Turns out Mishah and I know the guy who designed the orange symbols of Yushchenko's campaign: Dima Maksymenko, director of Belka i Strelka photo and design studio in Kyiv. He's a wonderful photographer, and I'm quite proud to know him.
Here's a translation of parts of his recent interview (Telekritika, in Russian):
- Dmitry, your studio specializes on ads for [several brands of juices]. You also do ads for vodka, drinking water, beer. How come you work with various political parties, too?
- There's nothing strange about it. Political advertisement is as much of a product as anything else. We began doing it for the previous election, when Marat Guelman - whom we knew as a gallerist, not as a "political technologist" - offered us to work for SDPU [Social Democratic Party of Ukraine, a pro-Kuchma party]. We agreed. This time, my partner and I decided to stay away from politics. But when Yushchenko's campaign HQ contacted us, we agreed to work with them immediately and almost for free. We spent a month and a half developing the style for Yushchenko's bloc [Our Ukraine]. [...] It was clear that the market is Ukraine and the audience are the people living here. We also knew that the campaign was aimed more at east Ukraine - and we had to make sure it wouldn't scare anyone there. We also knew for sure that the main developments were to take place in the fall - and orange color, though a little daring, was likely to work well in the fall. We offered more radical and more beautiful variants, but they didn't pass. Speaking of the design, the horseshoe, the letters and their placement - it's all bad design. But we did it on purpose, to have people perceive the ads adequately.
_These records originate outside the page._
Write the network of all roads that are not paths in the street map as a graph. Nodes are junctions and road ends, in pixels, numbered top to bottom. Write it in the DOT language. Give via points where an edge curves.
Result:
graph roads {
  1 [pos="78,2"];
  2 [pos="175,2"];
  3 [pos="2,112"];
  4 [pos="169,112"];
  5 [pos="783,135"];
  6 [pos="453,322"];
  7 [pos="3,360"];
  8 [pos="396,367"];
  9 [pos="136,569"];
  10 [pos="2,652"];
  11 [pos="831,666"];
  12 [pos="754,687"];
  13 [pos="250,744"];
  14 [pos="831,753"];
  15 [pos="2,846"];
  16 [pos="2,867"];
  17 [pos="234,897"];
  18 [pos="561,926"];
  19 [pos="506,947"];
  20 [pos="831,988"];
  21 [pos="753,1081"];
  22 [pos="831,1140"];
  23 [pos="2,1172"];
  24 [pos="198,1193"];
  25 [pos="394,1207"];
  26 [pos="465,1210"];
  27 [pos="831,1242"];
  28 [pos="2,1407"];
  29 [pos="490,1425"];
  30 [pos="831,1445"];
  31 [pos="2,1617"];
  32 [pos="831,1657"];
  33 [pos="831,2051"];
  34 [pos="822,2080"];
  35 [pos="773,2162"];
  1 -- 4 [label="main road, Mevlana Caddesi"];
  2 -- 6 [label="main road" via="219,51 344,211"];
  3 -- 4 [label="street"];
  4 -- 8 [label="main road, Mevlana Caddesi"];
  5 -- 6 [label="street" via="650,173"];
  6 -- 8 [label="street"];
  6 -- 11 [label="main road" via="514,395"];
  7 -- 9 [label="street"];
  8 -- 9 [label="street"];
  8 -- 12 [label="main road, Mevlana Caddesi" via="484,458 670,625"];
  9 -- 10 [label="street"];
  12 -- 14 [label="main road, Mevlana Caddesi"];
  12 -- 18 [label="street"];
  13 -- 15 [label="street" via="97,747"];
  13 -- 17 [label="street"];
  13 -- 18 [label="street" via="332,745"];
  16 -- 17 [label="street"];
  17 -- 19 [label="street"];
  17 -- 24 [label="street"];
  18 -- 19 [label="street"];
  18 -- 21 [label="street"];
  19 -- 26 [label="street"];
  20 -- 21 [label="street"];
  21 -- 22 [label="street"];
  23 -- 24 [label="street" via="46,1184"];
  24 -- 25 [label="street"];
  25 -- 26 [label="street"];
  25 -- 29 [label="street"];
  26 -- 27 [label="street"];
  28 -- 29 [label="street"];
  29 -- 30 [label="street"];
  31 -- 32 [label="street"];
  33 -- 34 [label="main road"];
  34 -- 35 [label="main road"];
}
The choice of the color had been forced on us, in a way. Other main colors - red, blue, green, yellow-and-blue - had all been taken. We were left with orange and purple. Purple is very expensive to produce, and in addition, it's a disturbing color, inspiring anxiety, and people wouldn't have understood it.
- Would it be correct to say that it was orange color that shaped Yushchenko's campaign?
- The color wasn't a decisive factor. Everything just worked out well and the people created the rest by themselves. We were happy about the extent of the people's creativity. It was the people who turned orange into a revolutionary color, it had nothing to do with psychologists. [...] If you take corporate styles in Britain and the States - some have a combination of red and white, others have little donkeys and little elephants. And we have orange color. That's our mentality - we love everything that's bright.
Actually, we used to do fun experiments. For instance, we were working on the labels for kvass bottles for one company and ended up with two colors: one was classical and the other radical, in the 1930s style, with the poisonous, fire-red color. The same product was being sold with different labels. The red ones sold three times more than the classical ones. The only place where it didn't work was west Ukraine: people there don't like the red Communist color, I guess.
Does it mean that the nation's mentality should be taken into account when creating ads?
- Of course. We relied on the style of Western social democrats when creating a cool logo for the Ukrainian ones. But our social democrats are like a porpoise [morkaya svinka in Russian, a sea pig] - they having nothing in common with pigs and have nothing to do with the sea. But if you taken German traditions, our design could've been good for them. It didn't work in Ukraine, though. Here, the rose looks tacky, as on a May Day [Soviet] greeting card.
- You said you worked nearly for free for Yushchenko's campaign...
- Normally, we charge ten times more for this type of work. I bought myself a yacht on Medvedchuk's money. But this time it was important for us not to support the pro-government candidate. But our colleagues toiled for him, and kept buying cars. It was disgusting to look at it. But that was their choice.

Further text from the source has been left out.